Der neue TH Energy-Voltalia-Report analysiert, wie Stromanbieter konkurrenzfähige PPAs für abgelegene Minen anbieten können. ©Bild: TH-Energy

TH Energy-Voltalia-Report: Erneuerbare für den Bergbau erreichen nächste Stufe in Afrika – Fokus jetzt auf Kostenoptimierung

(ee-news.ch) In den letzten Jahren setzten immer mehr Bergbauunternehmen Wind- und Solar-Systeme zur Senkung von Stromkosten an abgelegenen Minen ein. In der ersten Marktphase lag der Fokus auf Knowhow im Bereich der Integration. Bergbauunternehmen befürchteten, dass volatiler Solar- oder Windstrom die Stromversorgung destabilisieren und gar zu Produktionsausfällen führen könnte.

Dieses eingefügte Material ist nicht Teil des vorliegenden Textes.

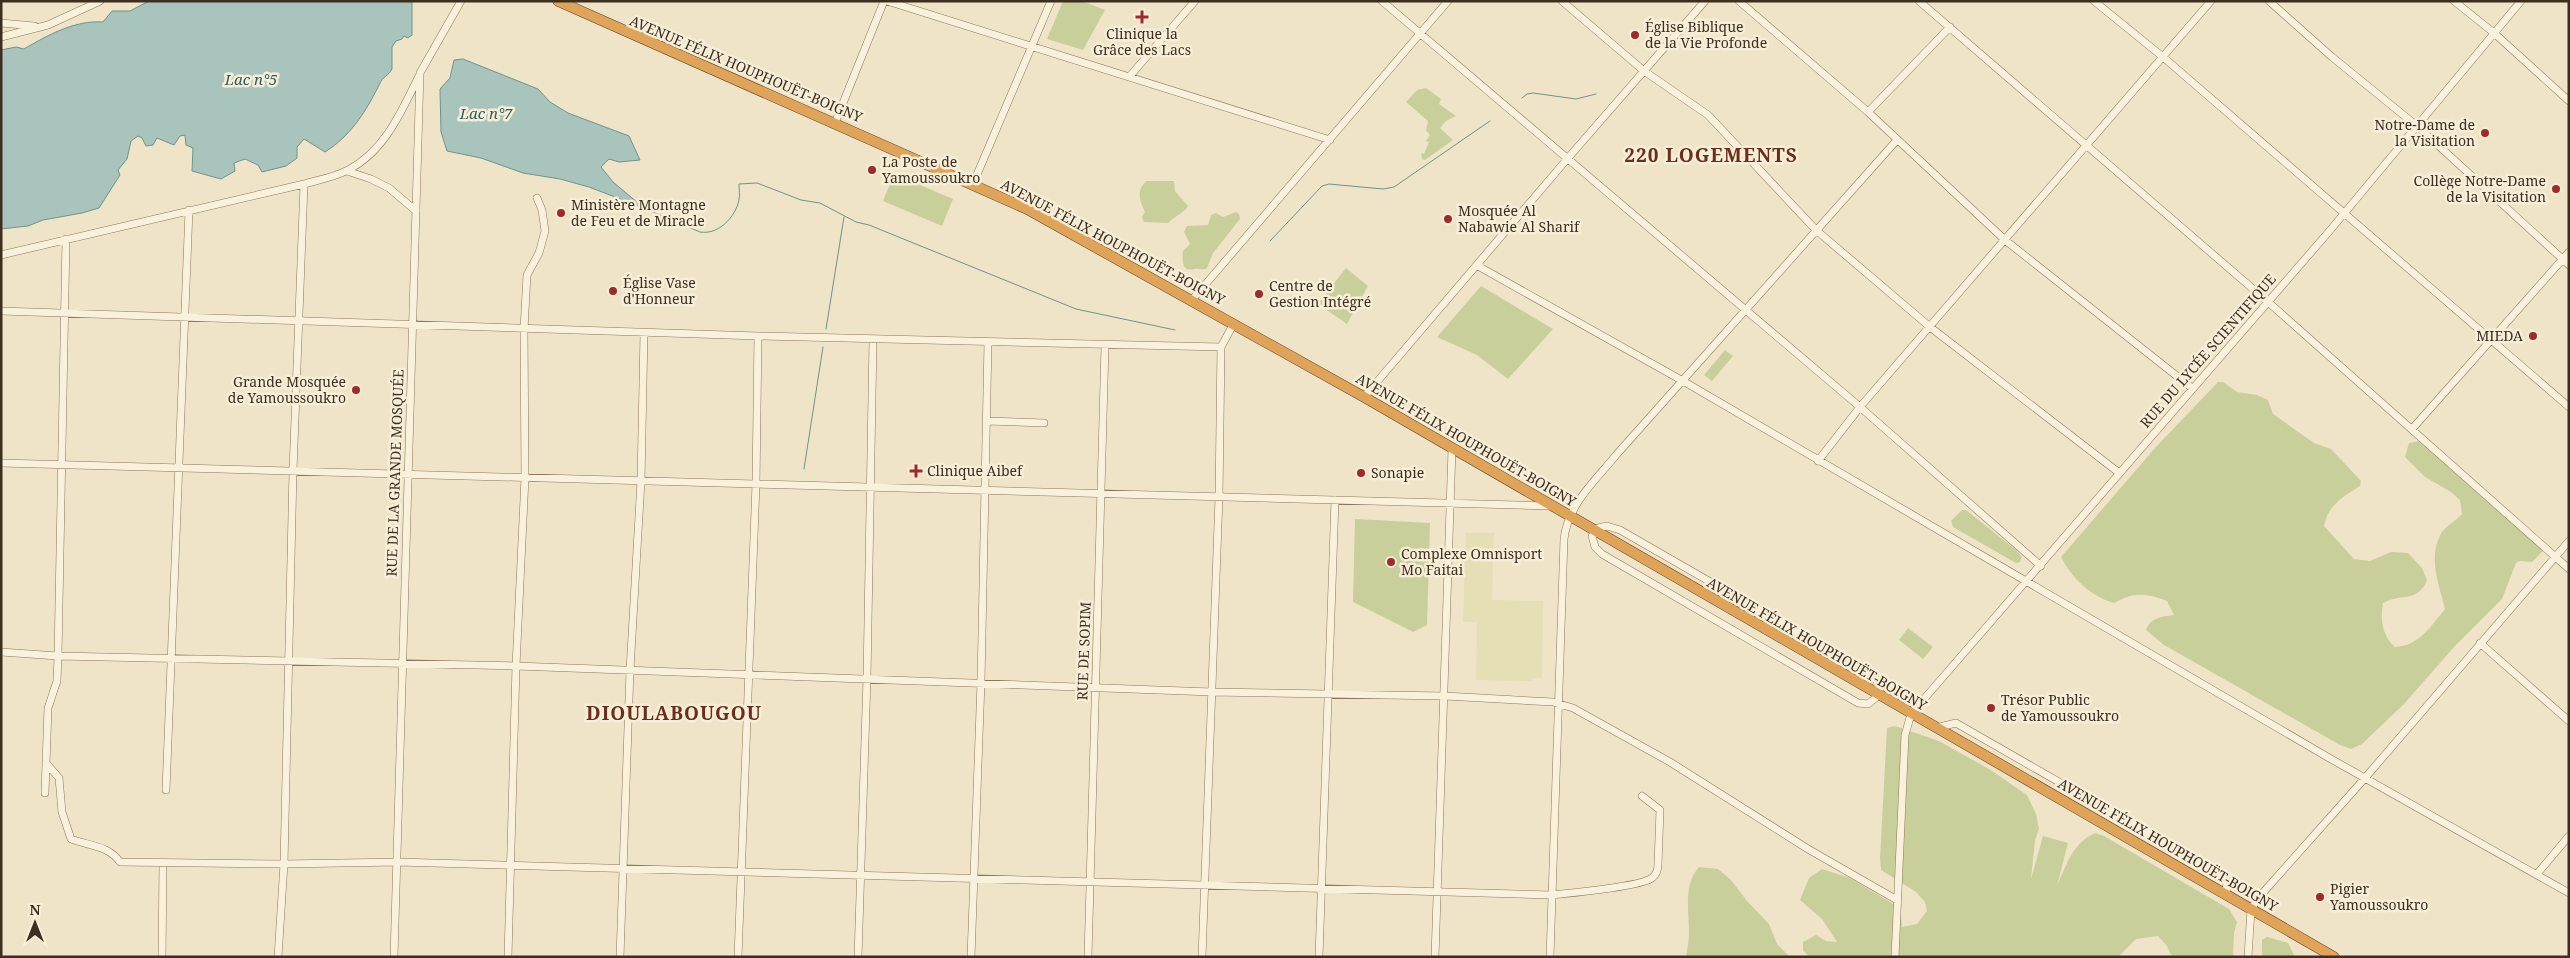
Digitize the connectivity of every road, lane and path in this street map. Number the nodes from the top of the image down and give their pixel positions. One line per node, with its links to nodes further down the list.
1 (100, 1): 19 (street)
2 (461, 1): 27 (street, RUE DE LA GRANDE MOSQUÉE)
3 (558, 1): 31 (highway, AVENUE FÉLIX HOUPHOUËT-BOIGNY)
4 (886, 1): 24 (street); 31 (street)
5 (1051, 1): 24 (street)
6 (1194, 1): 28 (street)
7 (1382, 1): 22 (street)
8 (1448, 1): 22 (street)
9 (1562, 1): 26 (street)
10 (1705, 1): 26 (street)
11 (1739, 1): 30 (street)
12 (1919, 1): 20 (street)
13 (2094, 1): 25 (street)
14 (2211, 1): 25 (street)
15 (2269, 1): 32 (street)
16 (2454, 1): 21 (street)
17 (2521, 1): 21 (street, RUE DU LYCÉE SCIENTIFIQUE)
18 (1, 23): 19 (street)
19 (42, 26): 23 (street)
20 (1950, 27): 30 (street); 35 (street)
21 (2494, 33): 29 (street); 32 (street, RUE DU LYCÉE SCIENTIFIQUE)
22 (1420, 34): 33 (street); 36 (street)
23 (1, 37)
24 (1031, 46): 28 (street); 39 (street)
25 (2163, 57): 35 (street); 43 (street)
26 (1644, 71): 36 (street); 44 (street)
27 (420, 73): 37 (street); 42 (street, RUE DE LA GRANDE MOSQUÉE)
28 (1129, 77): 33 (street)
29 (2569, 101)
30 (1868, 112): 34 (street)
31 (835, 123): 39 (highway, AVENUE FÉLIX HOUPHOUËT-BOIGNY)
32 (2417, 126): 43 (street, RUE DU LYCÉE SCIENTIFIQUE); 49 (street)
33 (1330, 140): 52 (street)
34 (1897, 140): 44 (street); 46 (street)
35 (2086, 146): 46 (street); 53 (street)
36 (1568, 158): 51 (street); 55 (street)
37 (347, 171): 38 (street); 42 (street)
38 (304, 184): 41 (street); 58 (street)
39 (974, 184): 52 (highway, AVENUE FÉLIX HOUPHOUËT-BOIGNY)
40 (537, 198): 62 (street)
41 (188, 210): 45 (street); 57 (street)
42 (416, 211): 60 (street, RUE DE LA GRANDE MOSQUÉE)
43 (2344, 214): 53 (street, RUE DU LYCÉE SCIENTIFIQUE); 66 (street)
44 (1816, 230): 55 (street); 61 (street)
45 (66, 239): 48 (street); 56 (street)
46 (2005, 240): 61 (street); 71 (street)
47 (2569, 252): 49 (street)
48 (1, 255)
49 (2562, 260): 50 (street); 66 (street)
50 (2569, 265)
51 (1478, 266): 70 (street); 72 (street)
52 (1192, 300): 59 (highway, AVENUE FÉLIX HOUPHOUËT-BOIGNY)
53 (2267, 301): 71 (street, RUE DU LYCÉE SCIENTIFIQUE); 77 (street)
54 (1, 311): 56 (street)
55 (1746, 311): 70 (street); 73 (street)
56 (64, 314): 57 (street); 81 (street)
57 (184, 317): 58 (street); 82 (street)
58 (299, 321): 60 (street); 83 (street)
59 (1234, 323): 69 (street); 72 (highway, AVENUE FÉLIX HOUPHOUËT-BOIGNY)
60 (413, 325): 62 (street); 85 (street, RUE DE LA GRANDE MOSQUÉE)
61 (1930, 327): 73 (street); 84 (street)
62 (524, 329): 63 (street); 86 (street)
63 (644, 333): 64 (street); 87 (street)
64 (758, 336): 65 (street); 88 (street)
65 (873, 340): 67 (street); 89 (street)
66 (2490, 340): 74 (street); 77 (street)
67 (988, 342): 68 (street); 75 (street)
68 (1105, 346): 69 (street); 91 (street, RUE DE SOPIM)
69 (1222, 347): 92 (street)
70 (1683, 381): 79 (street); 96 (street)
71 (2192, 388): 84 (street, RUE DU LYCÉE SCIENTIFIQUE)
72 (1364, 397): 78 (highway, AVENUE FÉLIX HOUPHOUËT-BOIGNY)
73 (1860, 407): 79 (street); 100 (street)
74 (2569, 407)
75 (987, 421): 76 (street); 90 (street)
76 (1044, 423)
77 (2412, 429): 99 (street)
78 (1452, 449): 94 (street); 95 (highway, AVENUE FÉLIX HOUPHOUËT-BOIGNY)
79 (1818, 461): 102 (street)
80 (1, 463): 81 (street)
81 (61, 465): 82 (street); 105 (street)
82 (178, 468): 83 (street); 106 (street)
83 (293, 471): 85 (street); 107 (street)
84 (2118, 472): 100 (street, RUE DU LYCÉE SCIENTIFIQUE)
85 (407, 474): 86 (street); 108 (street, RUE DE LA GRANDE MOSQUÉE)
86 (525, 478): 87 (street); 109 (street)
87 (641, 481): 88 (street); 110 (street)
88 (756, 484): 89 (street); 111 (street)
89 (870, 487): 90 (street); 112 (street)
90 (985, 490): 91 (street); 113 (street)
91 (1101, 494): 92 (street); 114 (street, RUE DE SOPIM)
92 (1219, 497): 93 (street); 115 (street)
93 (1335, 500): 94 (street); 116 (street)
94 (1451, 503): 95 (street); 117 (street)
95 (1552, 506): 96 (highway, AVENUE FÉLIX HOUPHOUËT-BOIGNY)
96 (1569, 515): 97 (highway, AVENUE FÉLIX HOUPHOUËT-BOIGNY); 119 (street)
97 (1594, 531): 118 (highway, AVENUE FÉLIX HOUPHOUËT-BOIGNY); 118 (street); 118 (street)
98 (2569, 541): 99 (street)
99 (2555, 556): 101 (street); 103 (street)
100 (2041, 566): 102 (street, RUE DU LYCÉE SCIENTIFIQUE)
101 (2569, 569)
102 (2026, 583): 120 (street, RUE DU LYCÉE SCIENTIFIQUE); 124 (street)
103 (2480, 643): 121 (street); 124 (street)
104 (1, 652): 105 (street)
105 (58, 656): 106 (street); 123 (street)
106 (173, 659): 107 (street); 125 (street)
107 (289, 662): 108 (street); 131 (street)
108 (402, 665): 109 (street); 129 (street, RUE DE LA GRANDE MOSQUÉE)
109 (516, 666): 110 (street); 132 (street)
110 (630, 670): 111 (street); 133 (street)
111 (750, 674): 112 (street); 134 (street)
112 (867, 678): 113 (street); 135 (street)
113 (981, 682): 114 (street); 137 (street)
114 (1096, 686): 115 (street); 138 (street, RUE DE SOPIM)
115 (1212, 692): 116 (street); 139 (street)
116 (1329, 694): 117 (street); 140 (street)
117 (1445, 696): 119 (street); 141 (street)
118 (1878, 696): 120 (highway, AVENUE FÉLIX HOUPHOUËT-BOIGNY)
119 (1559, 703): 143 (street); 145 (street)
120 (1911, 714): 122 (highway, AVENUE FÉLIX HOUPHOUËT-BOIGNY); 145 (street)
121 (2569, 721)
122 (1936, 728): 144 (highway, AVENUE FÉLIX HOUPHOUËT-BOIGNY); 144 (street)
123 (46, 762): 126 (street); 130 (street)
124 (2366, 778): 136 (street); 146 (street)
125 (166, 790)
126 (45, 793)
127 (1642, 796): 143 (street)
128 (2569, 836): 136 (street)
129 (398, 862): 131 (street); 132 (street); 149 (street, RUE DE LA GRANDE MOSQUÉE)
130 (163, 864): 131 (street); 147 (street)
131 (284, 864): 148 (street)
132 (510, 865): 133 (street); 150 (street)
133 (622, 868): 134 (street); 151 (street)
134 (741, 871): 135 (street); 152 (street)
135 (861, 874): 137 (street); 153 (street)
136 (2537, 874): 142 (street)
137 (973, 877): 138 (street); 154 (street)
138 (1089, 880): 139 (street); 155 (street, RUE DE SOPIM)
139 (1203, 885): 140 (street); 156 (street)
140 (1322, 888): 141 (street); 157 (street)
141 (1436, 892): 143 (street); 158 (street)
142 (2569, 893)
143 (1551, 895): 159 (street)
144 (2226, 895): 146 (highway, AVENUE FÉLIX HOUPHOUËT-BOIGNY)
145 (1897, 900): 160 (street)
146 (2251, 908): 161 (street); 162 (highway, AVENUE FÉLIX HOUPHOUËT-BOIGNY)
147 (162, 957)
148 (278, 957)
149 (394, 957)
150 (508, 957)
151 (620, 957)
152 (738, 957)
153 (858, 957)
154 (971, 957)
155 (1088, 957)
156 (1202, 957)
157 (1319, 957)
158 (1435, 957)
159 (1550, 957)
160 (1895, 957)
161 (2248, 957)
162 (2334, 957)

In zahlreichen Microgrid-Anwendungen zeigte sich allerdings, dass Erneuerbare in Kombination mit Diesel, Schweröl bzw. Gas eine zuverlässige Stromversorgung für abgelegene Minen garantieren. Für nahezu alle Minen ist mittlerweile die Integration von Erneuerbaren die preiswerteste Energiequelle. Dabei müssen die Unternehmen hierfür nicht ihr eigenes Geld investieren. Unabhängige Stromerzeuger errichten die Microgrid-Infrastruktur und verkaufen dann den Strom mittels Stromabnahmeverträgen (Power Purchase Agreements, PPAs) an die Bergbauunternehmen. Der neue TH Energy-Voltalia-Report analysiert, wie Stromanbieter konkurrenzfähige PPAs für abgelegene Minen anbieten können.

Skaleneffekte und verbesserte Prozesse
Die großen Akteure profitieren von Skaleneffekten bei Solar- Wind-Komponenten nicht nur für Hybrid-Projekte, sondern auch bei wesentlich größeren netzgekoppelten Anlagen. Die Marktführer haben es zudem geschafft, die Planungs- und Bauprozesse substanziell zu verbessern. Jedoch bedarf die Projektdurchführung in abgelegenen Gebieten, insbesondere in Afrika, umfangreicher Erfahrung. Zu den Herausforderungen von Projekten in Afrika zählt die Refinanzierung, für die gute Beziehungen zu lokalen und internationalen Banken benötigt werden.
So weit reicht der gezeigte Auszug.